Der Gründer eines elitären Schachklubs bietet sich als Fischers „Bürge“ an. Der
70-jährige verfügt über gute Kontakte und hat bereits einen komplizierten Kasus
gelöst: Als sich Perus Ex-Präsident Alberto Fujimori nach Japan absetzte, wehrte
Ichiji Ishii erfolgreich alle Vorstöße aus Lima ab, das flüchtige
Staatsoberhaupt in der Andenrepublik zurück zu schaffen und dort hinter Gitter
zu bringen.
Tokios
Behörden wollten Bobby Fischer in einer Blitzaktion an die USA ausliefern.
Obwohl noch sein Einspruchsverfahren gegen die Abschiebung läuft: Warum diese
Eile?
Tokio folgt ganz einfach der
amerikanischen Rechtsauffassung. Deswegen versuchen unsere Behörden, alles im
Schnellverfahren abzuwickeln.
Sollen
Fakten geschaffen werden - da Fischer, wenn er erst einmal in einem
amerikanischen Gefängnis sitzt, ja keine Chance mehr hat, die Maßnahme
rückgängig zu machen?
Die japanische Regierung kann
wohl nichts machen: Offenbar muss sie den Wünschen aus Washington nachkommen.

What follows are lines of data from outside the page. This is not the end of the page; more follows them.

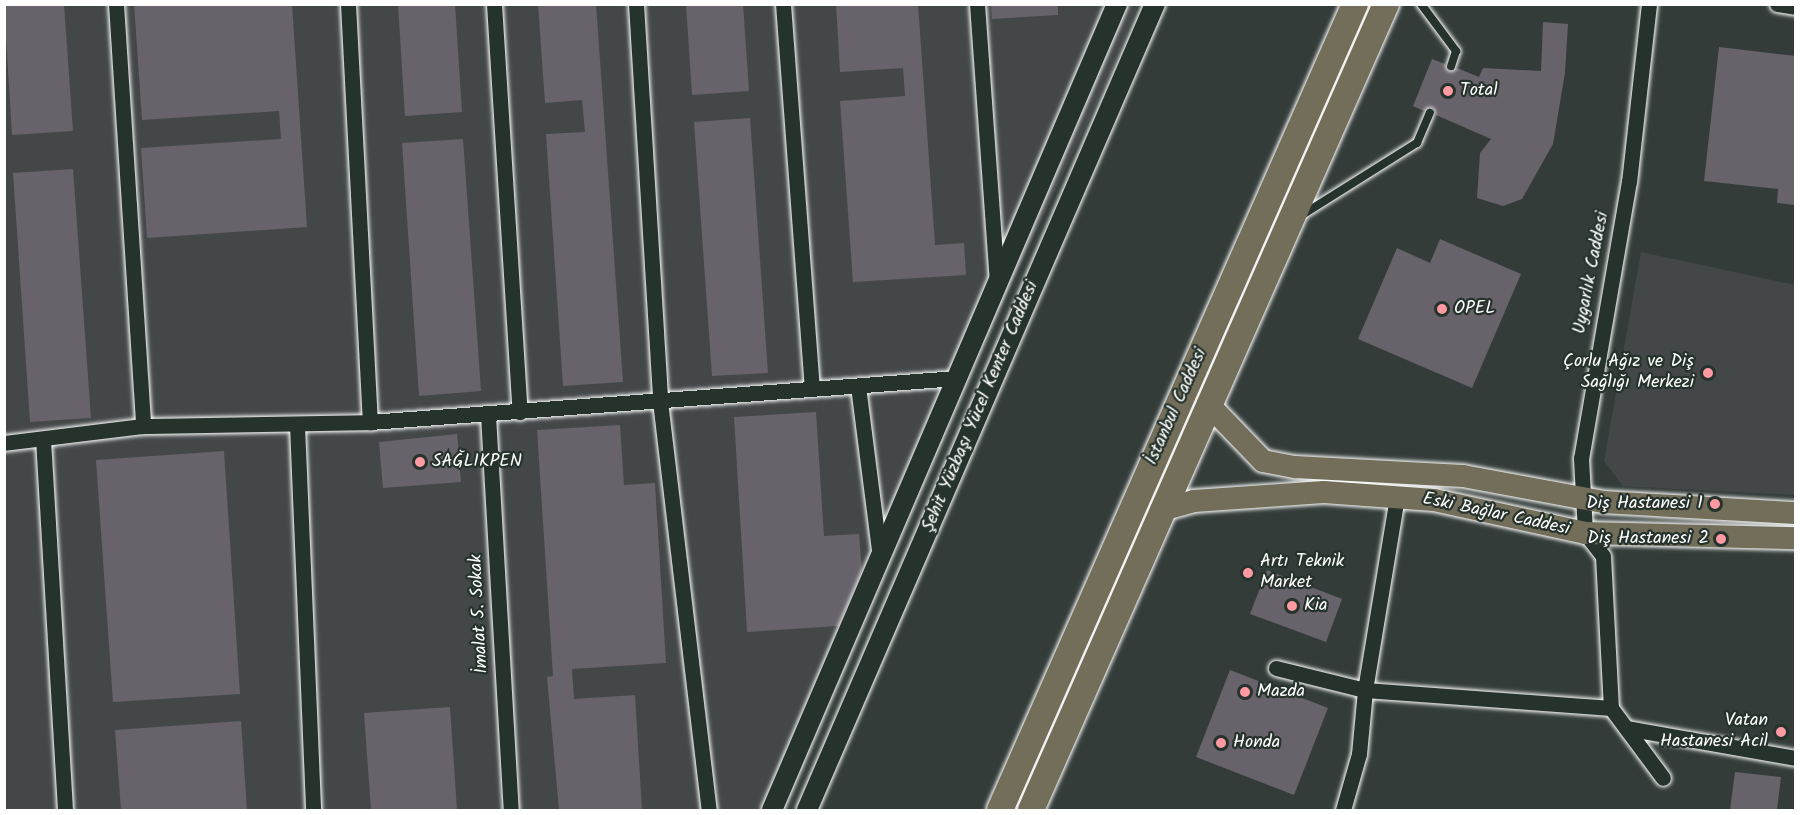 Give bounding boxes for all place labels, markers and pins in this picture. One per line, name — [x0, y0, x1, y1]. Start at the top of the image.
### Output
place label: Total — [1460, 80, 1498, 102]
marker: Total — [1441, 84, 1455, 98]
place label: OPEL — [1454, 298, 1495, 320]
marker: OPEL — [1435, 302, 1449, 316]
place label: Çorlu Ağız ve Diş Sağlığı Merkezi — [1563, 352, 1694, 394]
marker: Çorlu Ağız ve Diş Sağlığı Merkezi — [1699, 364, 1717, 382]
place label: SAĞLIKPEN — [432, 451, 522, 473]
marker: SAĞLIKPEN — [413, 455, 427, 469]
place label: Diş Hastanesi 1 — [1586, 493, 1703, 515]
marker: Diş Hastanesi 1 — [1708, 497, 1722, 511]
place label: Diş Hastanesi 2 — [1587, 528, 1709, 550]
marker: Diş Hastanesi 2 — [1714, 532, 1728, 546]
place label: Artı Teknik Market — [1260, 552, 1344, 594]
marker: Artı Teknik Market — [1241, 566, 1255, 580]
place label: Kia — [1304, 595, 1327, 617]
marker: Kia — [1285, 599, 1299, 613]
place label: Mazda — [1257, 681, 1305, 703]
marker: Mazda — [1238, 685, 1252, 699]
place label: Vatan Hastanesi Acil — [1660, 711, 1768, 754]
marker: Vatan Hastanesi Acil — [1772, 723, 1790, 741]
place label: Honda — [1233, 732, 1280, 754]
marker: Honda — [1214, 736, 1228, 750] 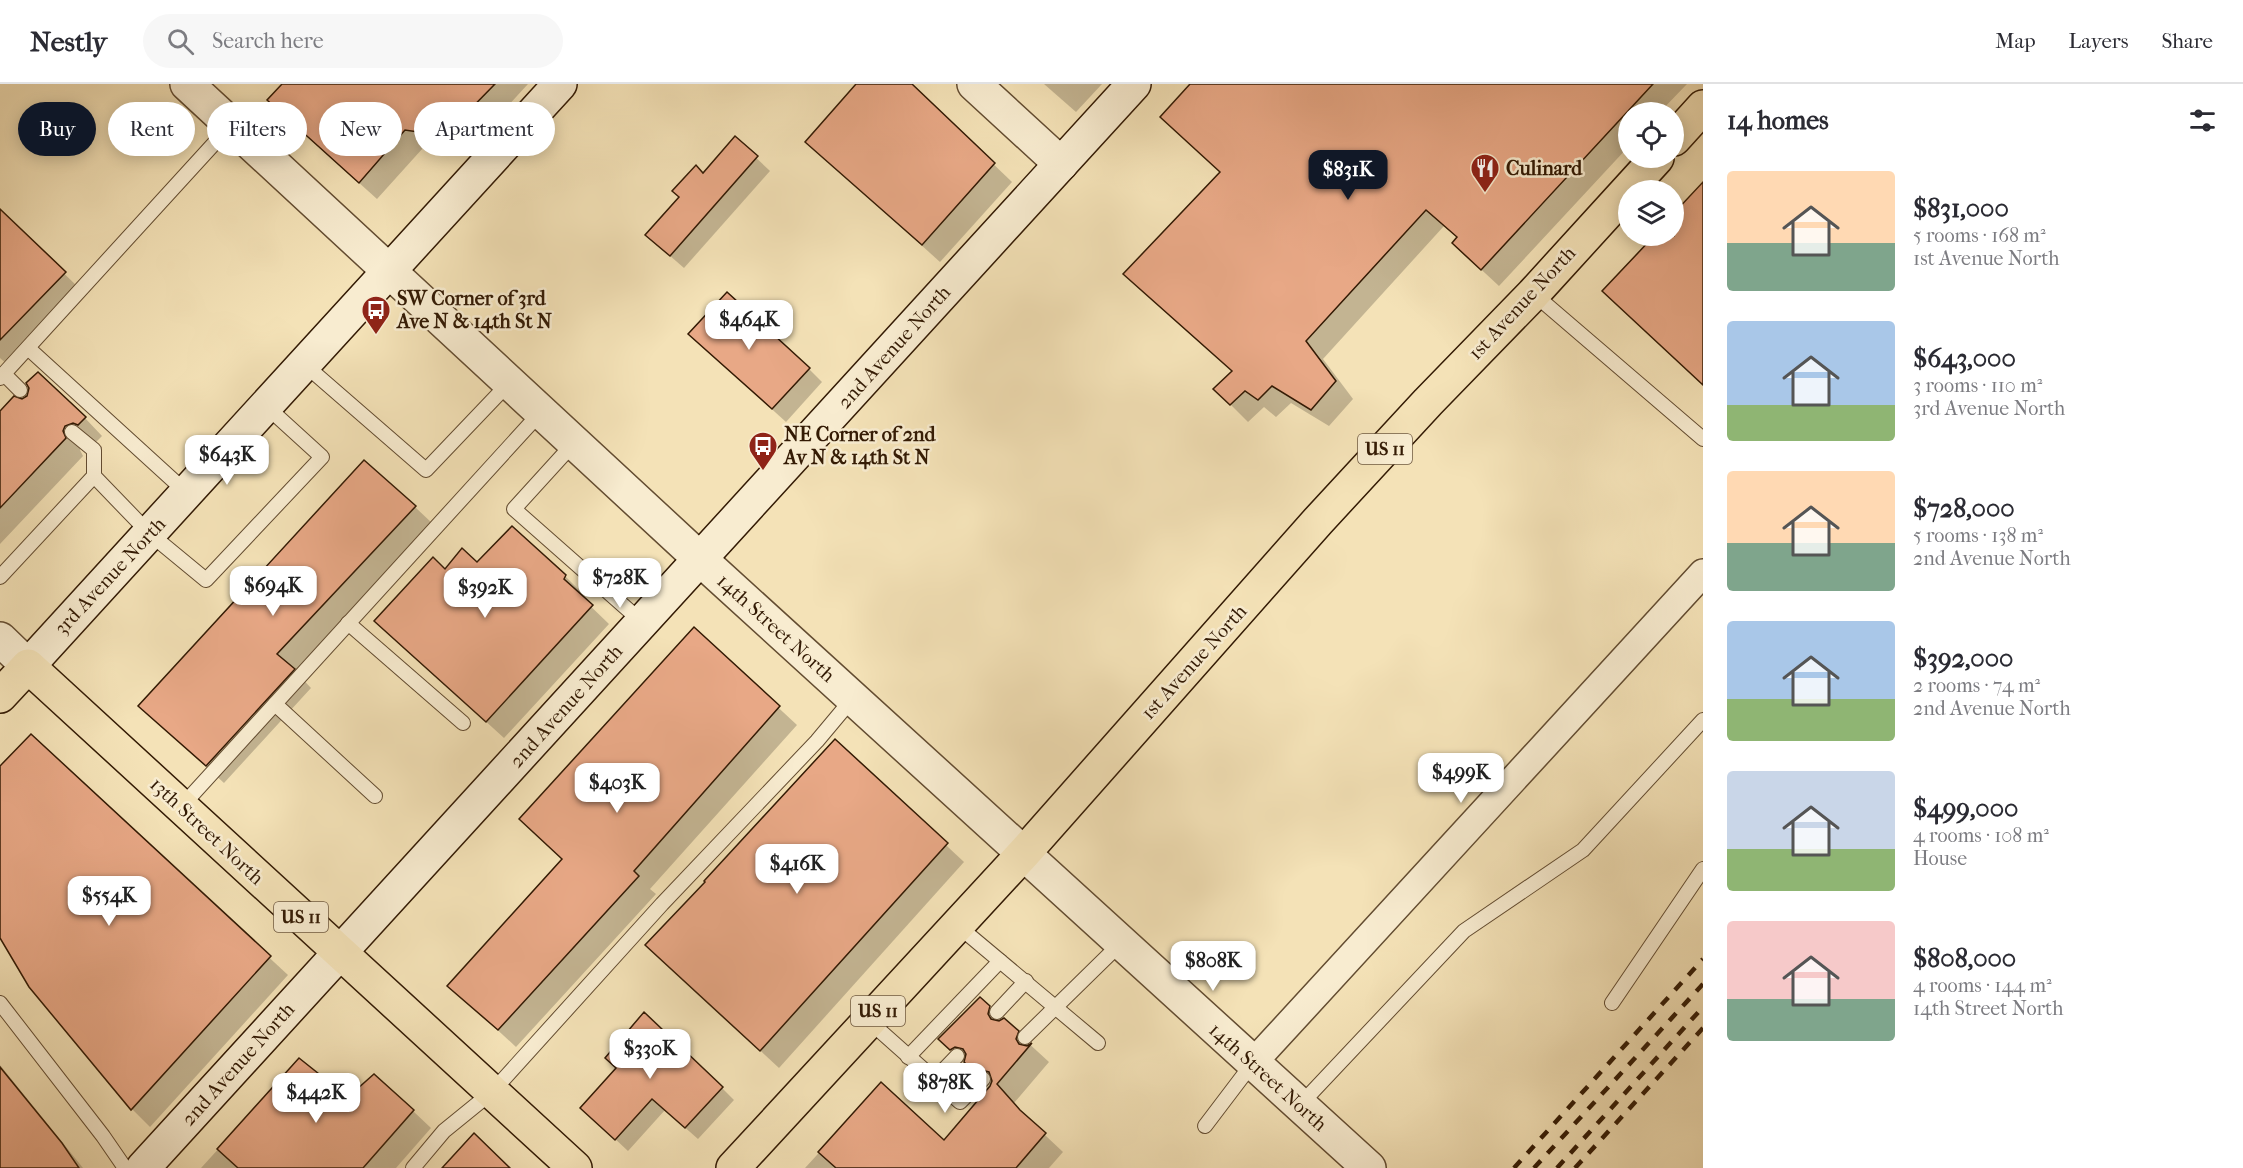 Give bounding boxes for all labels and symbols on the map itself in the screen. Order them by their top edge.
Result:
pin: $831K [1306,150,1390,201]
restaurant icon: Culinard [1469,152,1501,194]
place label: Culinard [1506,157,1583,180]
street label: 1st Avenue North [1464,241,1581,364]
street label: 2nd Avenue North [833,280,956,413]
place label: SW Corner of 3rd Ave N & 14th St N [395,287,553,334]
bus stop icon: SW Corner of 3rd Ave N & 14th St N [360,294,392,336]
pin: $464K [707,300,791,351]
place label: NE Corner of 2nd Av N & 14th St N [782,423,937,470]
bus stop icon: NE Corner of 2nd Av N & 14th St N [747,430,779,472]
road number: US 11 [1358,434,1412,464]
pin: $643K [185,435,269,486]
street label: 3rd Avenue North [50,512,171,640]
pin: $728K [578,558,662,609]
pin: $694K [231,566,315,617]
pin: $392K [443,568,527,619]
street label: 14th Street North [712,569,840,687]
street label: 1st Avenue North [1136,599,1252,724]
street label: 2nd Avenue North [505,639,628,772]
pin: $499K [1419,753,1503,804]
pin: $403K [575,763,659,814]
street label: 13th Street North [145,773,269,890]
pin: $416K [755,844,839,895]
pin: $554K [67,876,151,927]
road number: US 11 [274,902,328,932]
pin: $808K [1171,941,1255,992]
road number: US 11 [851,996,905,1026]
street label: 2nd Avenue North [177,997,300,1130]
street label: 14th Street North [1204,1018,1332,1136]
pin: $330K [608,1029,692,1080]
pin: $878K [903,1063,987,1114]
pin: $442K [274,1073,358,1124]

Wissen Sie: Als Bobby die Schweiz besuchte, hat die US-Regierung niemals
versucht, ihn verhaften zu lassen. Obwohl er sogar die amerikanische Botschaft
in der Schweiz zweimal aufgesucht hat und dort seinen Pass vorgelegt hat, um den
Ausweis zu verlängern. Aber die Schweiz ist eben ein neutrales Land, deswegen
ist Bobby dort unbehelligt geblieben.
Japan ist
doch eine große stolze Nation. Warum zeigt sich Tokio im Fall Fischer gegenüber
Washington derart willfährig?
Denken Sie daran, wie
Premierminister Junichiro Koizumi unsere Armee in den Irak geschickt hat – auf
Druck der Amerikaner …
… obwohl
die japanische Bevölkerung mehrheitlich gegen den Kriegskurs gewesen ist. Wie
geht der juristische Kampf um Fischer jetzt weiter?
Er hat in Japan Asyl
beantragt. Aber es ist sehr schwer, das durchzukriegen. Deswegen versuchen wir,
ein drittes Land zu finden, das Bobby Asyl gewährt - um seine Menschenrechte zu
bewahren. Denn was hat er eigentlich verbrochen? Er hat nur Schach gespielt,
1992 im damaligen Jugoslawien. Und sehen Sie: An diesem Wettkampf sind auch
andere Menschen beteiligt gewesen, Bobbys Gegner Boris Spassky und der
Schiedsrichter, Großmeister Lothar Schmid aus Deutschland. Aber diese Leute
werden dafür nicht belangt!
Man darf
nicht vergessen: Fischer hat sich wiederholt offen antisemitisch geäußert. Ist
es nicht angebracht, sich dafür zu entschuldigen?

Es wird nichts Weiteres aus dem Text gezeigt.